Behind a strong passing game, Alabama defeated the Howard (now known as Samford University) Bulldogs 48–0 at Tuscaloosa. Touchdowns in the game were scored twice each by Mullie Lenoir] and Riggs Stephenson and one apiece by Isaac M. Boone, Tram Sessions and Joe Sewell. In the game, the Crimson offense was dominant both running and passing the ball in the victory.

| Team | 1 | 2 | 3 | 4 | Total |
|---|---|---|---|---|---|
| Howard | 0 | 0 | 0 | 0 | 0 |
| • Alabama | 21 | 6 | 7 | 14 | 48 |

===Marionilitary===

- Source:

As they entered their game against the Marion Military Institute, many of the Alabama supporters viewed the game against the Cadets as just a practice game before their anticipated match-up against Sewanee. On a Friday afternoon, Alabama defeated the Cadets 61–0 at Tuscaloosa for their fourth consecutive shutout to open the season. Touchdowns in the game were scored three times by J. H. Emmett, twice each by Charles Bartlett and Mullie Lenoir, and one apiece by Walter E. Hovater and Morgan.

| Team | 1 | 2 | 3 | 4 | Total |
|---|---|---|---|---|---|
| Marion | 0 | 0 | 0 | 0 | 0 |
| • Alabama | 7 | 20 | 2 | 32 | 61 |

===Sewanee===

- Source:

In what was the most anticipated game of the season, the entire University population and educators traveled to Birmingham for their game against Sewanee.
In the game Alabama defeated the Tigers 40–0 at Rickwood Field, in the largest margin of victory ever for Alabama over Sewanee to date. Alabama took an early 7–0 lead in the first quarter on a 15-yard Riggs Stephenson touchdown run and then extended it to 14–0 at halftime on a 45-yard Walter E. Hovater touchdown run in the second. Alabama then closed the game with four Mullie Lenoir touchdown runs, two in the third and two in the fourth quarter.

| Team | 1 | 2 | 3 | 4 | Total |
|---|---|---|---|---|---|
| Sewanee | 0 | 0 | 0 | 0 | 0 |
| • Alabama | 7 | 7 | 12 | 14 | 40 |

===Vanderbilt===

- Source:

A week after their victory over Sewanee, Alabama traveled to Nashville where they were defeated by the Vanderbilt Commodores 16–12 on a muddy field for their only loss of the season. On their first drive of the game, Alabama took the ball to the Vanderbilt two-yard line, but then fumbled the ball that was recovered by Josh Cody of the Commodores to end the scoring threat. The second Alabama fumble resulted in the first touchdown of the game. Early in the second quarter, Riggs Stephenson fumbled the ball that was recovered by Tommy Zerfoss and returned 35-yards for a 7–0 Vanderbilt lead. They further extended their lead to 13–0 at halftime on a 20-yard Grailey Berryhill touchdown run.

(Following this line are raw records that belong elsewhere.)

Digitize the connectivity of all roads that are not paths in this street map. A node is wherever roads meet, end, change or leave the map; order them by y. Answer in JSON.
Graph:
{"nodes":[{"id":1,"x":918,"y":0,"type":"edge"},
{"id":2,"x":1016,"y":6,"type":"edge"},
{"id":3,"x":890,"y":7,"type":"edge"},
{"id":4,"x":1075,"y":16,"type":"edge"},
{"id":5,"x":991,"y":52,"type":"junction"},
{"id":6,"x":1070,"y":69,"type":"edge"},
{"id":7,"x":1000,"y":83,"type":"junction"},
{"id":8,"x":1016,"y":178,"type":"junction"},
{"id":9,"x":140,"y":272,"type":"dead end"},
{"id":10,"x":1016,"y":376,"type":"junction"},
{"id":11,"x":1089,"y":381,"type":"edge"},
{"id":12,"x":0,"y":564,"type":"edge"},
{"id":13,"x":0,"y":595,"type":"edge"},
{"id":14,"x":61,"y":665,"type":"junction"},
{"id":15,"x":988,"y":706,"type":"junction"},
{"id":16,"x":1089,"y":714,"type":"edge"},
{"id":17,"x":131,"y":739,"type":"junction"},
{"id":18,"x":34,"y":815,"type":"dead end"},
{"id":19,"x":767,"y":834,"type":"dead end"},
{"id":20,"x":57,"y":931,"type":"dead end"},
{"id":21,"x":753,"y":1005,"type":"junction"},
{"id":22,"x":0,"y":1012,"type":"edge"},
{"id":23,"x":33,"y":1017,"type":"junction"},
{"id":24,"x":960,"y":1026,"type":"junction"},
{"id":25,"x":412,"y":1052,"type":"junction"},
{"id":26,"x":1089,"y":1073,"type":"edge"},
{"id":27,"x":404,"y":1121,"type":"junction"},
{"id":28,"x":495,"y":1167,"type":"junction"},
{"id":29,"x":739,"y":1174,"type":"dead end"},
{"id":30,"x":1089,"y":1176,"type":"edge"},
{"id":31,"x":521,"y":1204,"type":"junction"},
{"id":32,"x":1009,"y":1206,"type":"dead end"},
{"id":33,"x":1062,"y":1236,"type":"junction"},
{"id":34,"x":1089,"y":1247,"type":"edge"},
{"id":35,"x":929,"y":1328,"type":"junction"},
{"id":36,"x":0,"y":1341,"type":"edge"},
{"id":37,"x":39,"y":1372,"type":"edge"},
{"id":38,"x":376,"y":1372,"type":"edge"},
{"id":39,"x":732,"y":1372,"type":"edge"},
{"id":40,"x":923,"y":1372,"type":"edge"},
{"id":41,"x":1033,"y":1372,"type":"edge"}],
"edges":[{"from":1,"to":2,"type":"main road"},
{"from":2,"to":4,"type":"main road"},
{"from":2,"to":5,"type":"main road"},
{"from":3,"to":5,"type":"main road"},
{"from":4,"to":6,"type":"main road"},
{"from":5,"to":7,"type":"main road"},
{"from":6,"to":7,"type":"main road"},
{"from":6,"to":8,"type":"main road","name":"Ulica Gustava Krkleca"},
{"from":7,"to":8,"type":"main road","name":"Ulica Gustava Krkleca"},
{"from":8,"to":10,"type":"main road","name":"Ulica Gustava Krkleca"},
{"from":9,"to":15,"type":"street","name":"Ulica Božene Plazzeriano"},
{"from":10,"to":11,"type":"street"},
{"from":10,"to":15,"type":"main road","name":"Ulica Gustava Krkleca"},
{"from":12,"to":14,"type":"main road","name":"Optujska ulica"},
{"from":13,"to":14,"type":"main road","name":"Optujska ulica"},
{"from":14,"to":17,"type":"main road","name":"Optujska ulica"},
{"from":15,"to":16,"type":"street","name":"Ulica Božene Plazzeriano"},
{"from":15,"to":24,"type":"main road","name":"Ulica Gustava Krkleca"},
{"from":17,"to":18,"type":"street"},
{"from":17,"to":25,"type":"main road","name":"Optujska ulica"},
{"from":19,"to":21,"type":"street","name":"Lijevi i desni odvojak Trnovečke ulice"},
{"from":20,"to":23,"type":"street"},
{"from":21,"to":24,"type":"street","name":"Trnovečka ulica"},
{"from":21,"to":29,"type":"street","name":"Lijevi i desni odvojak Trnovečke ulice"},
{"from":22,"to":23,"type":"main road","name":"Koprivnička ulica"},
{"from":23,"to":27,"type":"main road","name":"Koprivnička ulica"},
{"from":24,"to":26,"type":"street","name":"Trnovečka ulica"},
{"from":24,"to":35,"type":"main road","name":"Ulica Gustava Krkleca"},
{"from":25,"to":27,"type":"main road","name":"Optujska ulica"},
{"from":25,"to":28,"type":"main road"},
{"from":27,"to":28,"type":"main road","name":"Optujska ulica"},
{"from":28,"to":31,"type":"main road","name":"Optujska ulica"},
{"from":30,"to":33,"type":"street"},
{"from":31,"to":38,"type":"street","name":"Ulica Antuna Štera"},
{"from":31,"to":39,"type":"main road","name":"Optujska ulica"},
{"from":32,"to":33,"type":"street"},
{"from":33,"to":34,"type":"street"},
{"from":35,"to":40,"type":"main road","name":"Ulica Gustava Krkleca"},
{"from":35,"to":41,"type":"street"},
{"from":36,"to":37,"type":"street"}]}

Alabama rallied in the second half with a pair of two-yards Stephenson touchdown runs in the third and fourth quarter that made the score 13–12. Cody then provided for the final margin in the 16–12 Commodores' victory with his 30-yard field goal in the fourth quarter.

The starting lineup was J. Hovater (left end), Brown (left tackle), Johnson (left guard), Sessions (center), Jones (right guard), Rogers (right tackle), Boone (right end), W. Hovater (quarterback), Lenoir (left halfback), O'Connor (right halfback), Stephenson (fullback).

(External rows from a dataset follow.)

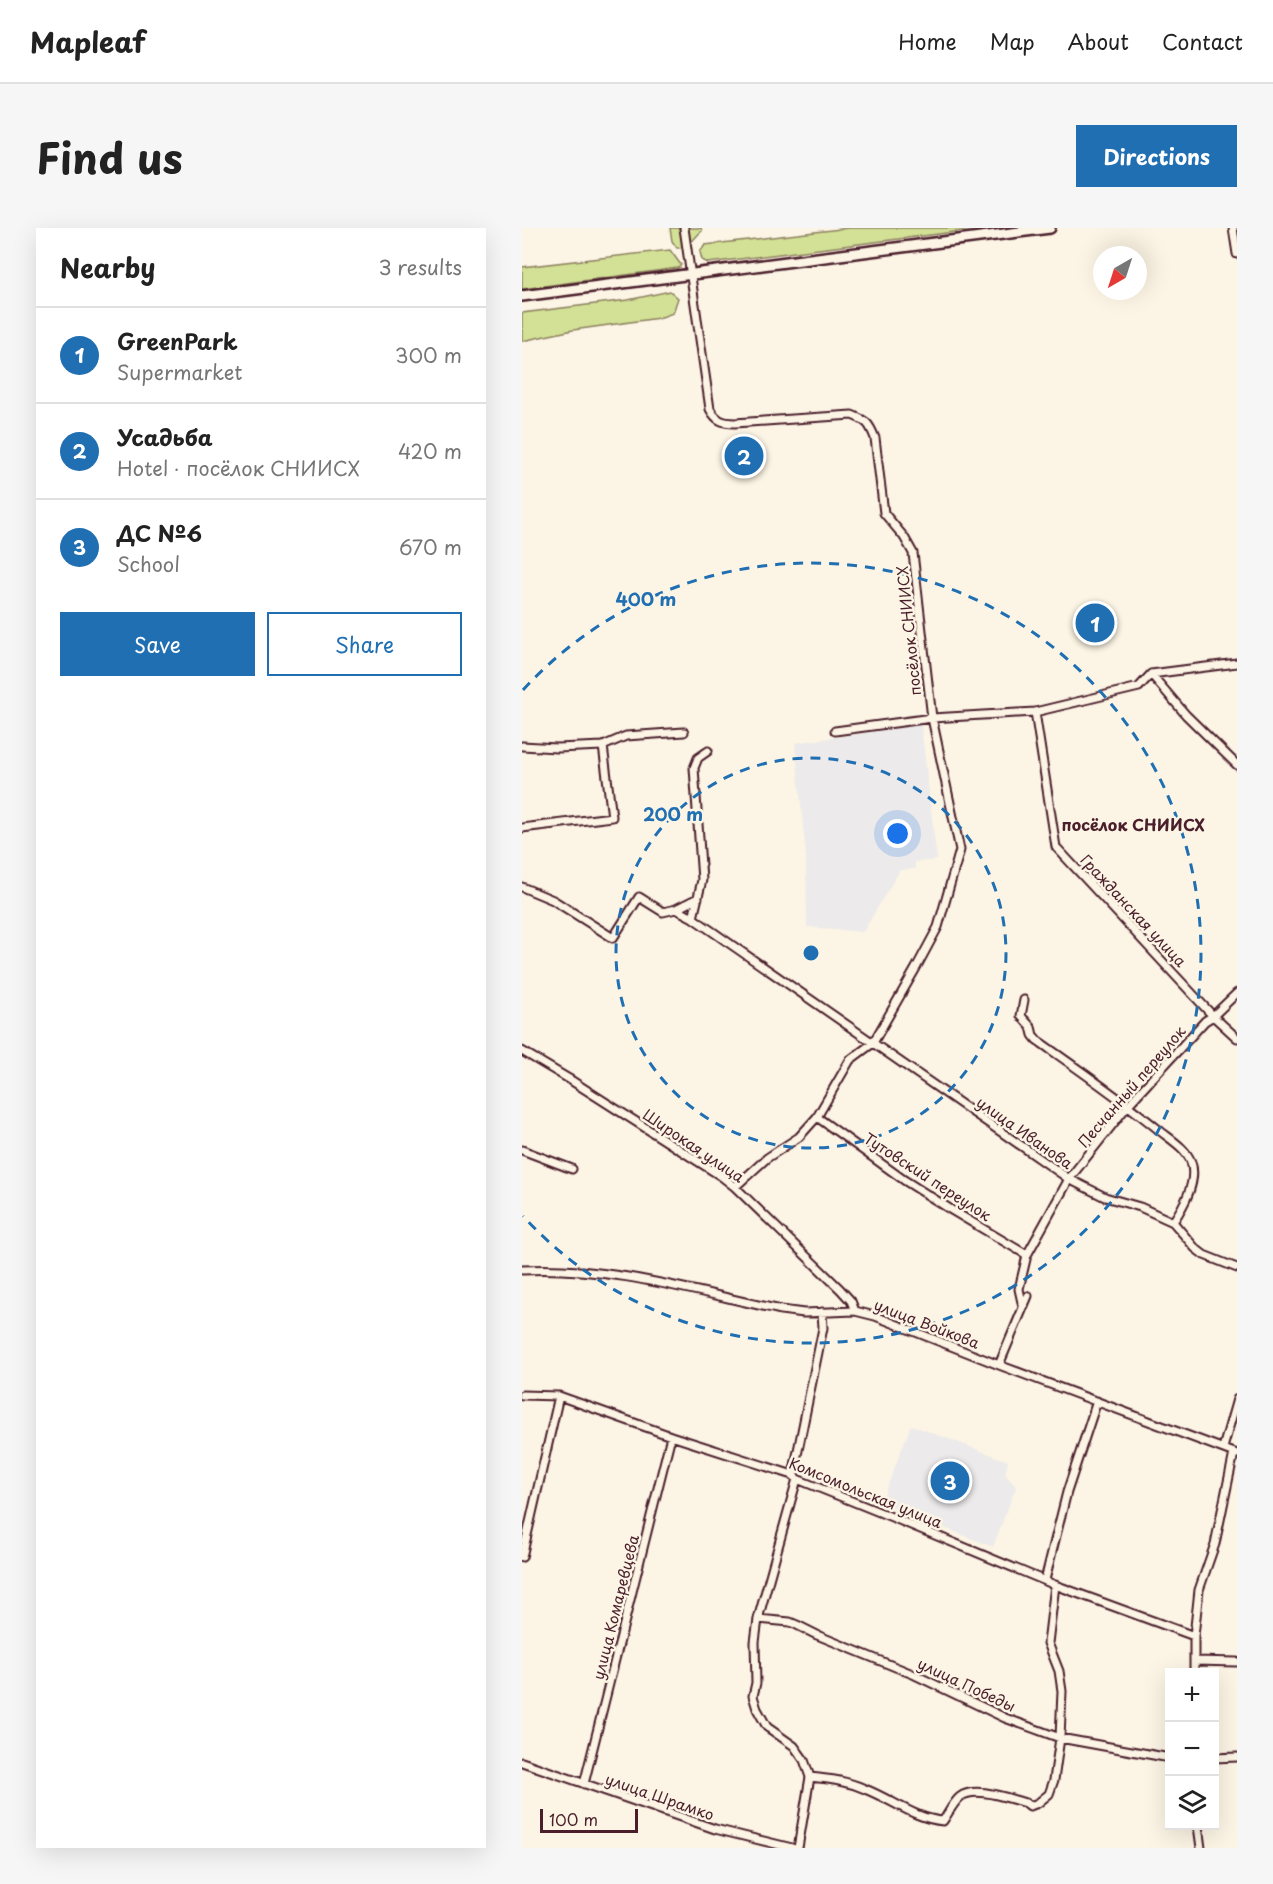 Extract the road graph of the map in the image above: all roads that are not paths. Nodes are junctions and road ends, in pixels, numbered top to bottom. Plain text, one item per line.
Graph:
1 (684, 228) edge
2 (1050, 228) edge
3 (1233, 228) edge
4 (1237, 254) edge
5 (689, 274) junction
6 (522, 296) edge
7 (1237, 663) edge
8 (1151, 674) junction
9 (1035, 712) junction
10 (932, 718) junction
11 (835, 731) dead end
12 (684, 732) dead end
13 (522, 746) edge
14 (603, 746) junction
15 (708, 751) dead end
16 (1237, 765) edge
17 (522, 828) edge
18 (522, 887) edge
19 (698, 898) junction
20 (676, 909) junction
21 (693, 918) junction
22 (1237, 993) edge
23 (1024, 1000) dead end
24 (1213, 1016) junction
25 (1237, 1038) edge
26 (873, 1043) junction
27 (522, 1051) edge
28 (1128, 1105) junction
29 (817, 1117) junction
30 (522, 1150) edge
31 (572, 1169) dead end
32 (1069, 1179) junction
33 (735, 1186) junction
34 (1173, 1222) junction
35 (1027, 1255) junction
36 (1237, 1268) edge
37 (522, 1270) edge
38 (1028, 1296) dead end
39 (1023, 1307) junction
40 (855, 1311) junction
41 (822, 1312) junction
42 (999, 1365) junction
43 (522, 1395) edge
44 (559, 1396) junction
45 (1237, 1399) edge
46 (1097, 1401) junction
47 (671, 1436) junction
48 (1222, 1448) junction
49 (1235, 1454) edge
50 (795, 1477) junction
51 (522, 1557) edge
52 (1045, 1580) junction
53 (1054, 1585) junction
54 (758, 1619) junction
55 (1194, 1636) junction
56 (1195, 1661) junction
57 (1237, 1662) edge
58 (1194, 1668) edge
59 (1060, 1738) junction
60 (1165, 1757) edge
61 (1237, 1757) edge
62 (1219, 1758) edge
63 (522, 1762) edge
64 (810, 1777) junction
65 (584, 1784) junction
66 (1199, 1830) edge
67 (792, 1848) edge
68 (798, 1848) edge
69 (1201, 1848) edge

1 - 5 street
2 - 5 street
3 - 4 street
5 - 6 street
5 - 10 street, посёлок СНИИСХ
7 - 8 street
8 - 9 street
8 - 16 street
9 - 10 street
9 - 24 street, Гражданская улица
10 - 11 street
10 - 26 street, посёлок СНИИСХ
12 - 14 street
13 - 14 street
14 - 17 street
15 - 19 street
18 - 20 street, улица Иванова
19 - 20 street
19 - 21 street
20 - 21 street, улица Иванова
21 - 26 street, улица Иванова
22 - 24 street, Песчанный переулок
23 - 28 street
24 - 25 street, Гражданская улица
24 - 28 street, Песчанный переулок
26 - 29 street
26 - 32 street, улица Иванова
27 - 33 street, Широкая улица
28 - 32 street, Песчанный переулок
28 - 34 street
29 - 33 street
29 - 35 street, Тутовский переулок
30 - 31 street
32 - 34 street, улица Иванова
32 - 35 street, Песчанный переулок
33 - 40 street, Широкая улица
34 - 36 street, улица Иванова
35 - 39 street, Песчанный переулок
37 - 41 street, улица Войкова
38 - 39 street
39 - 42 street
40 - 41 street, улица Войкова
40 - 42 street, улица Войкова
41 - 50 street
42 - 46 street, улица Войкова
43 - 44 street, Комсомольская улица
44 - 47 street, Комсомольская улица
44 - 51 street
45 - 48 street
46 - 48 street, улица Войкова
46 - 52 street
47 - 50 street, Комсомольская улица
47 - 65 street, улица Комаревцева
48 - 49 street, улица Войкова
49 - 55 street
50 - 52 street, Комсомольская улица
50 - 54 street
52 - 53 street, Комсомольская улица
53 - 55 street, Комсомольская улица
53 - 59 street
54 - 59 street, улица Победы
54 - 64 street
55 - 56 street
56 - 57 street
56 - 58 street
59 - 60 street, улица Победы
59 - 64 street
61 - 62 street
63 - 65 street, улица Шрамко
64 - 68 street
65 - 67 street, улица Шрамко
66 - 69 street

| Team | 1 | 2 | 3 | 4 | Total |
|---|---|---|---|---|---|
| Alabama | 0 | 0 | 6 | 6 | 12 |
| • Vanderbilt | 0 | 13 | 0 | 3 | 16 |

===LSU===

- Source:

After they suffered their only loss of the season at Vanderbilt, Alabama traveled to Baton Rouge where they shutout the LSU Tigers 23–0. After a scoreless first half that saw two drives end inside the Tigers ten-yard line due to fumbles, Alabama took a 3–0 lead in the third quarter on a 20-yard Joe Sewell field goal. The Crimson Tide sealed the win with three touchdowns in the fourth quarter scored on short runs by Sewell, Mullie Lenoir and Riggs Stephenson.

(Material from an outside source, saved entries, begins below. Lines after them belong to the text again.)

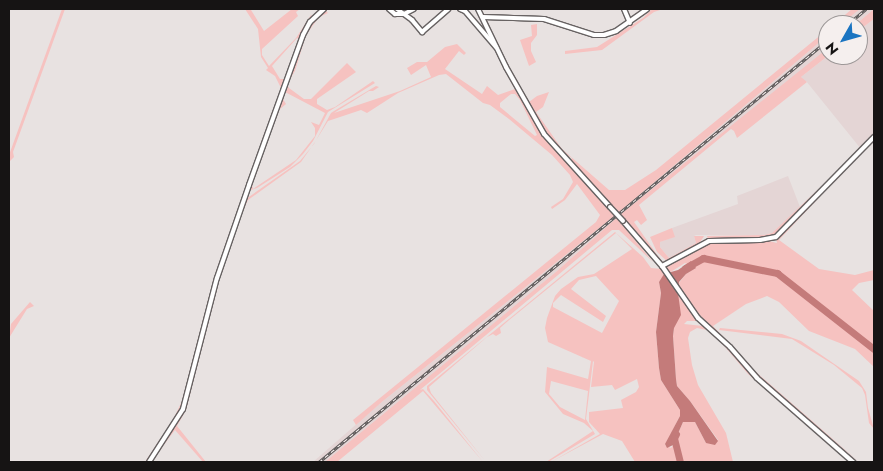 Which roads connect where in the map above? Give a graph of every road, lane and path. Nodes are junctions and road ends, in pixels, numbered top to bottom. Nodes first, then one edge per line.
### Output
1 (324, 9) edge
2 (389, 9) edge
3 (397, 9) edge
4 (414, 9) edge
5 (448, 9) edge
6 (460, 9) edge
7 (471, 9) edge
8 (478, 9) edge
9 (624, 9) edge
10 (647, 9) edge
11 (465, 11) junction
12 (404, 14) junction
13 (483, 18) junction
14 (630, 23) junction
15 (500, 51) junction
16 (874, 137) edge
17 (662, 266) junction
18 (149, 462) edge
19 (853, 462) edge

1 - 18 street
2 - 12 street
3 - 12 street
4 - 12 street
5 - 12 street
6 - 11 street
7 - 11 street
8 - 13 street
9 - 14 street
10 - 14 street
11 - 15 street
13 - 14 street
13 - 15 street
15 - 17 street, bridge
16 - 17 street
17 - 19 street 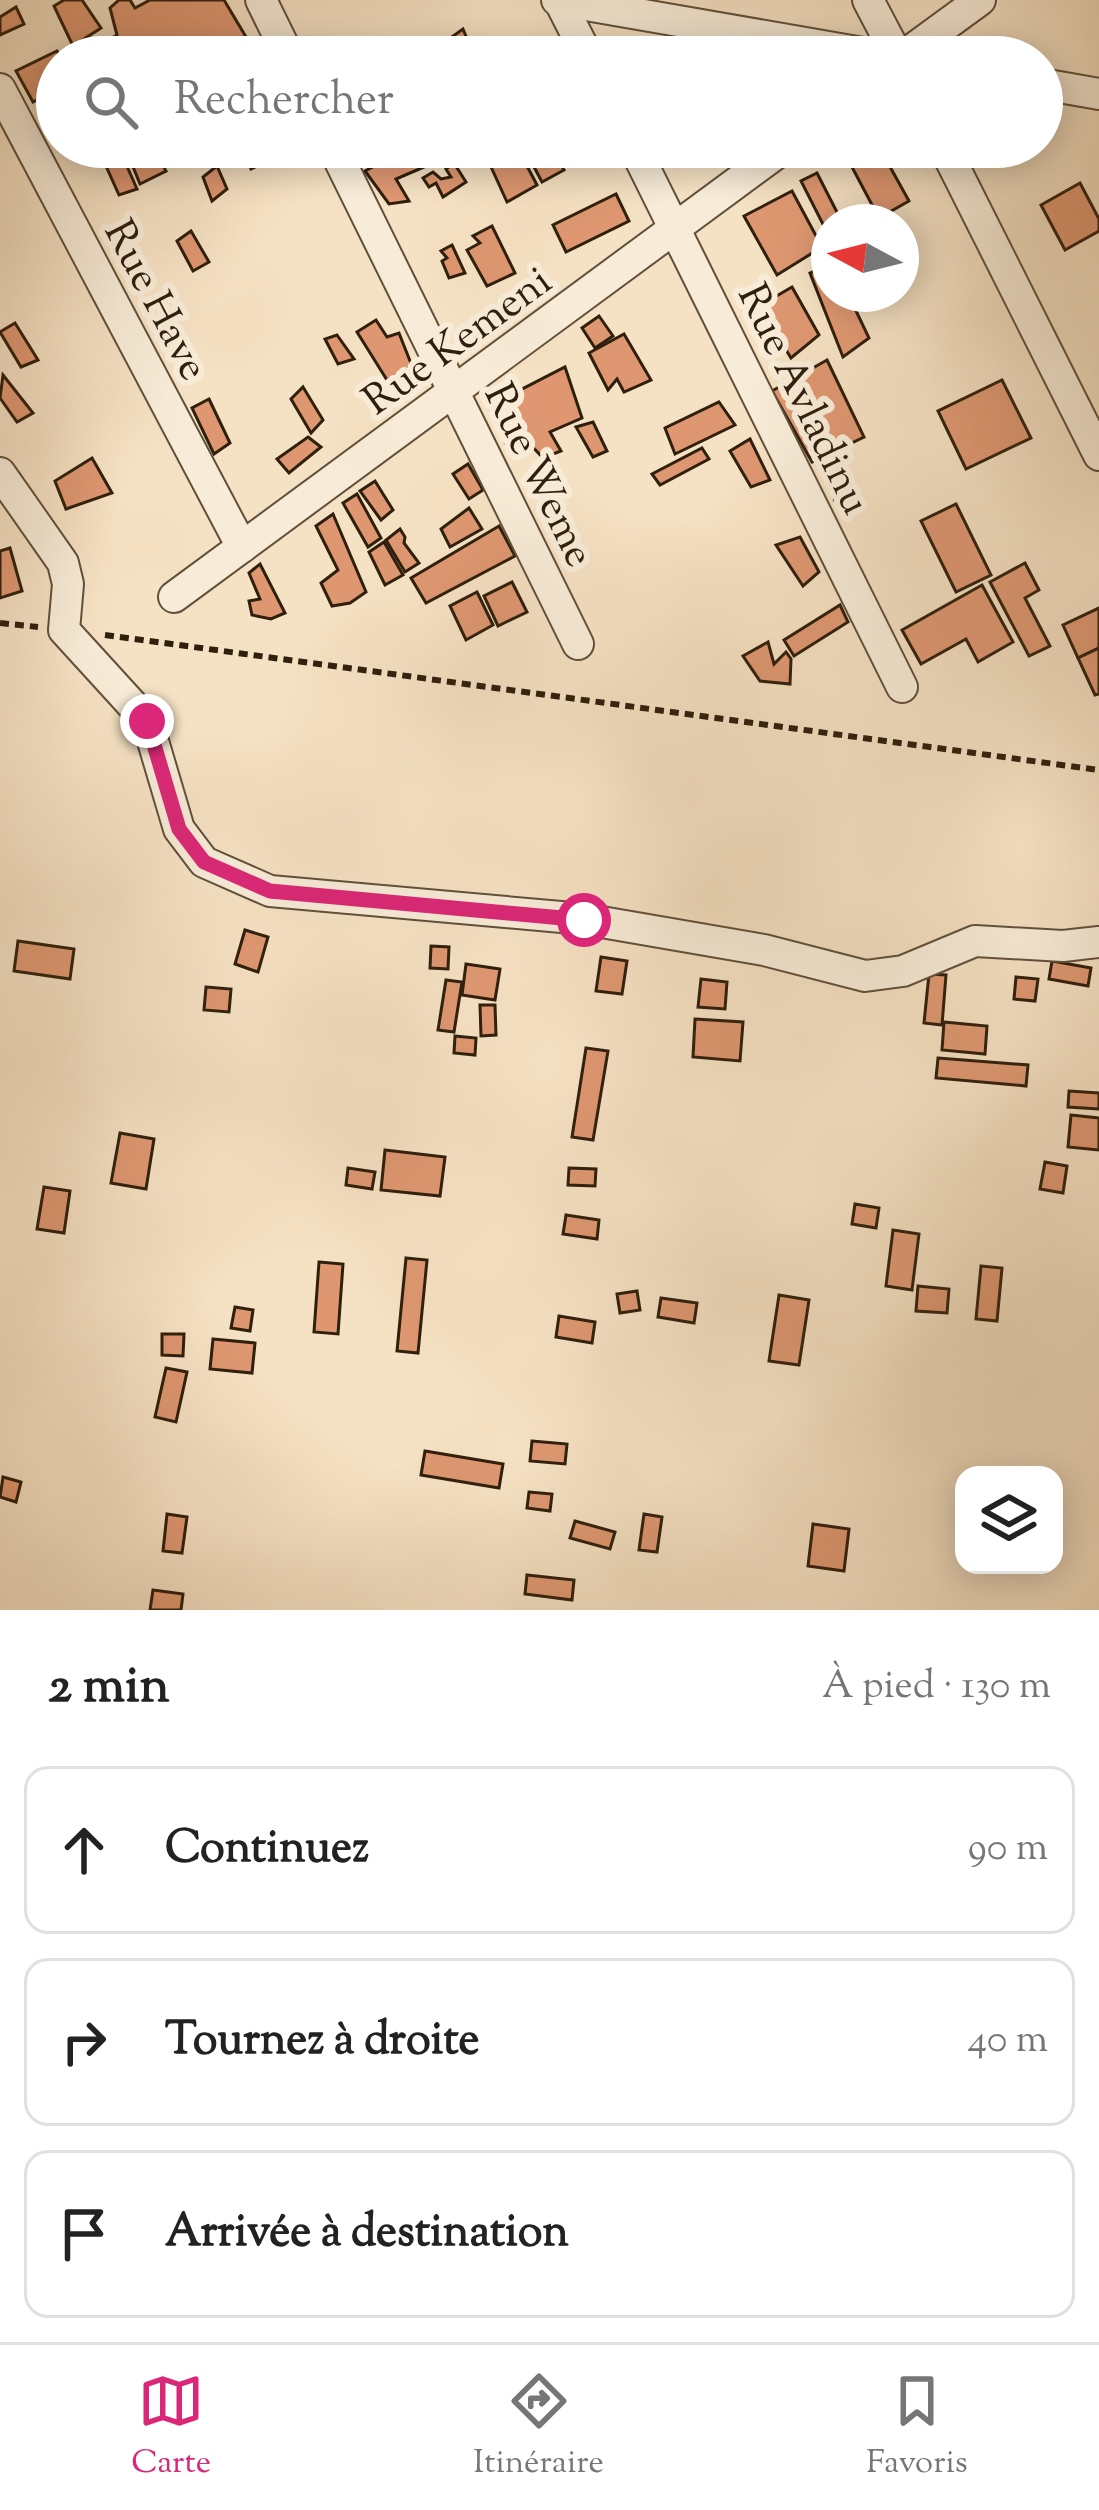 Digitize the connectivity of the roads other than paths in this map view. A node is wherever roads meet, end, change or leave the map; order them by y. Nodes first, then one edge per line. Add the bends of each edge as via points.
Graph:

| Team | 1 | 2 | 3 | 4 | Total |
|---|---|---|---|---|---|
| • Alabama | 0 | 0 | 3 | 20 | 23 |
| LSU | 0 | 0 | 0 | 0 | 0 |

===Georgia===

- Sources:

After their road win at LSU, Alabama traveled to Atlanta where they shutout the Georgia Bulldogs 6–0. The only points in the game came on a pair of J. T. O'Connor field goals. The first was from 45-yards in the first and the second from 25-yards in the second quarter. Both teams played strong defense throughout the game, and Georgia nearly pulled out a win when Buck Cheves intercepted an Alabama pass in the final seconds of the game and made a sizable return before he was tackled by the Crimson Tide.

The starting lineup was J. Hovater (left end), Brown (left tackle), Johnson (left guard), Sessions (center), Jones (right guard), Rogers (right tackle), Boone (right end), W. Hovater (quarterback), O'Connor (left halfback), Lenoir (right halfback), Stevenson (fullback).

| Team | 1 | 2 | 3 | 4 | Total |
|---|---|---|---|---|---|
| • Alabama | 3 | 3 | 0 | 0 | 6 |
| Georgia | 0 | 0 | 0 | 0 | 0 |

===Mississippi A&M===

- Source:

In their final game of the season, Alabama defeated the Mississippi A&M (now known as Mississippi State University) Aggies 14–6 on Thanksgiving at Rickwood Field. After a scoreless first half, H. S. Little scored the Aggies' only points of the game with his 80-yard kickoff return that opened the third quarter. Alabama then took the lead later in the third on a short Riggs Stephenson touchdown run. They then made the final score 14–6 in the fourth after T. L. Brown blocked an A&M punt that was recovered by Ike Rogers in the endzone for a touchdown.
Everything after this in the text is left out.